Book Review – Baby Love, by Rebecca Walker

I recently read Baby Love for my book club and wasn’t particularly thrilled with it. To be totally honest I came to this book with some preconceived notions after reading

several reviews of it. Overall I found it to be a little whiny and very self-absorbed. I was kind of fascinated to see her react to different peoples’ take on things and opinions, about her life, about parenthood in general, etc. in a very knee-jerk way – a difference of opinion almost always seems to be taken as a challenge. She’ll speak of the truth of others but utterly fail to recognize any kind of relativism in virtually any situation or statement.

There were specific moments in the book where I was taken aback at moments which were mentioned but washed over. Once she’s talking to a friend who decided not to have children. Walker quickly glosses over the fact that she’s had several major illnesses and goes on to talk about how she wishes she could tell her friend that she is wrong. For Walker, there is no room apparently for physical barriers to pregnancy. This is further exacerbated by her assertion that one can not love an adopted child as much as one’s own. Again, no acknowledgment that her truth might not be another’s – this is posited as an point of absolution. There is another moment during a birthing class she attends with her male partner, where he asks “Where’s the penis?…”, after talking about vaginas, etc. the whole class. He is apparently looking for the inherently male role in the process. It has been said in some reviews that the author comes off as narcissistic in this book – based on this exchange I’d say her partner does as well.

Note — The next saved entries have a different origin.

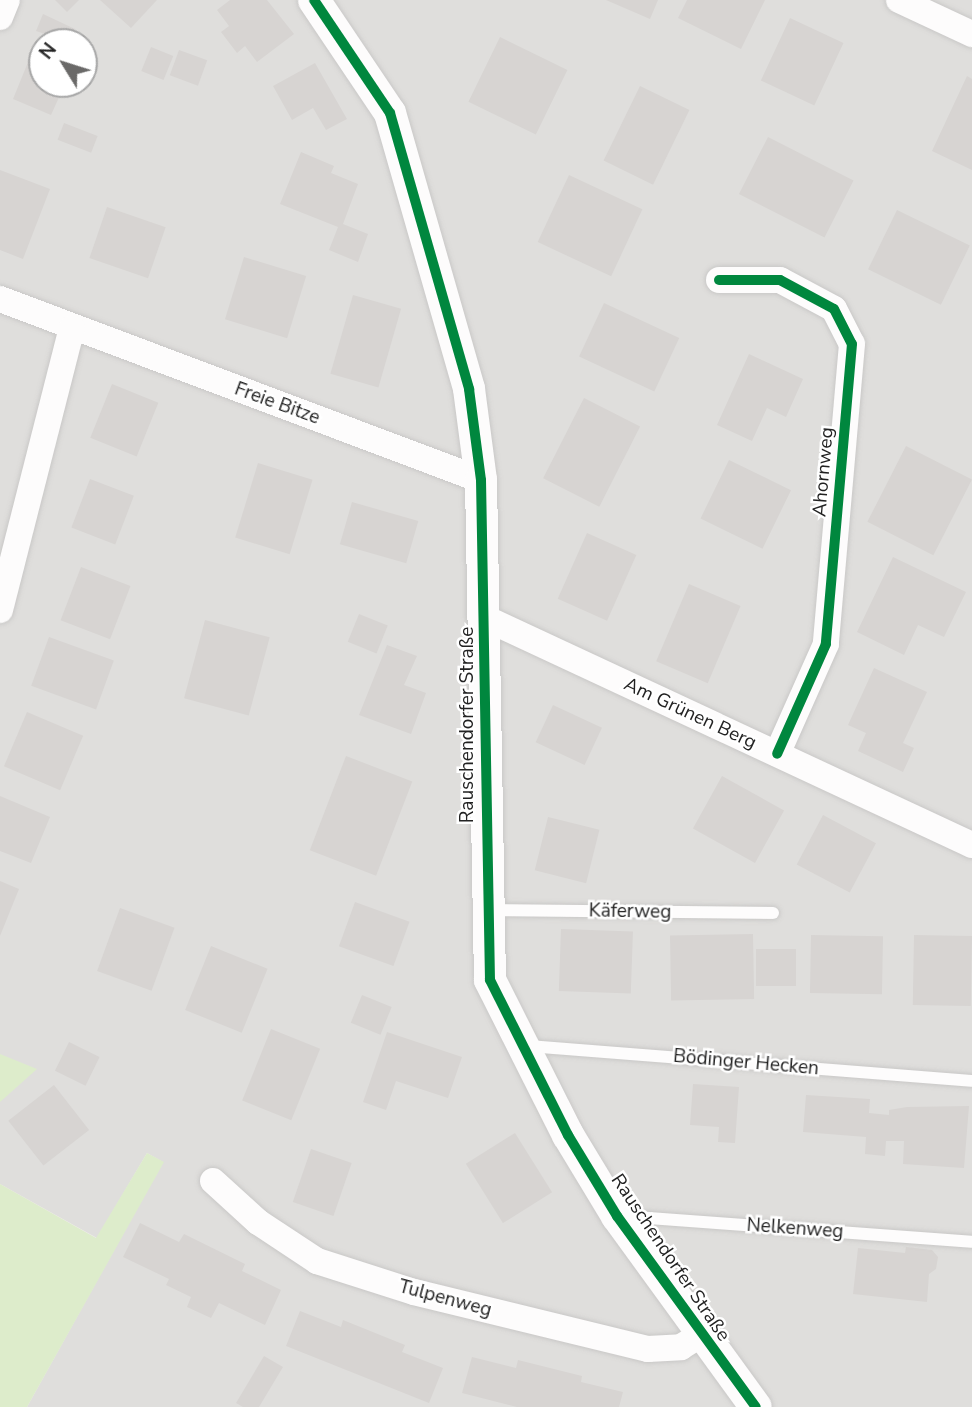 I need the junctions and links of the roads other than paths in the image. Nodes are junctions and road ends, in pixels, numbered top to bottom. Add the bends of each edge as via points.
1 (7, 0) edge
2 (314, 0) edge
3 (899, 0) edge
4 (0, 17) edge
5 (972, 34) edge
6 (719, 281) dead end
7 (0, 299) edge
8 (72, 328) junction
9 (481, 480) junction
10 (0, 610) edge
11 (485, 618) junction
12 (777, 754) junction
13 (972, 845) edge
14 (486, 910) junction
15 (773, 913) dead end
16 (520, 1046) junction
17 (972, 1081) edge
18 (214, 1181) dead end
19 (617, 1216) junction
20 (972, 1242) edge
21 (700, 1335) junction
22 (756, 1407) edge

1 - 4 street
2 - 9 street, Rauschendorfer Straße via 390,113 469,389
3 - 5 street
6 - 12 street, Ahornweg via 780,280 834,309 852,344 826,644
7 - 8 street, Freie Bitze
8 - 9 street, Freie Bitze
8 - 10 street
9 - 11 street, Rauschendorfer Straße
11 - 12 street, Am Grünen Berg
11 - 14 street, Rauschendorfer Straße
12 - 13 street, Am Grünen Berg
14 - 15 lane, Käferweg
14 - 16 street, Rauschendorfer Straße via 490,980
16 - 17 lane, Bödinger Hecken
16 - 19 street, Rauschendorfer Straße
18 - 21 street, Tulpenweg via 258,1222 317,1261 414,1292 648,1349 681,1347
19 - 20 lane, Nelkenweg
19 - 21 street, Rauschendorfer Straße
21 - 22 street, Rauschendorfer Straße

I’m a little concerned that the book does not come out to talk about feminism more explicitly. I feel that there is room for it. A little discussion in this vein would add some weight to an otherwise rather fluffy piece, but it does not occur. Instead we are left with a piece that looks, very much, as something that could be considered a post-feminist take on pregnancy and motherhood. I find this very, very unfortunate. The book was a disappointment.

— Review cross-posted to goodreads.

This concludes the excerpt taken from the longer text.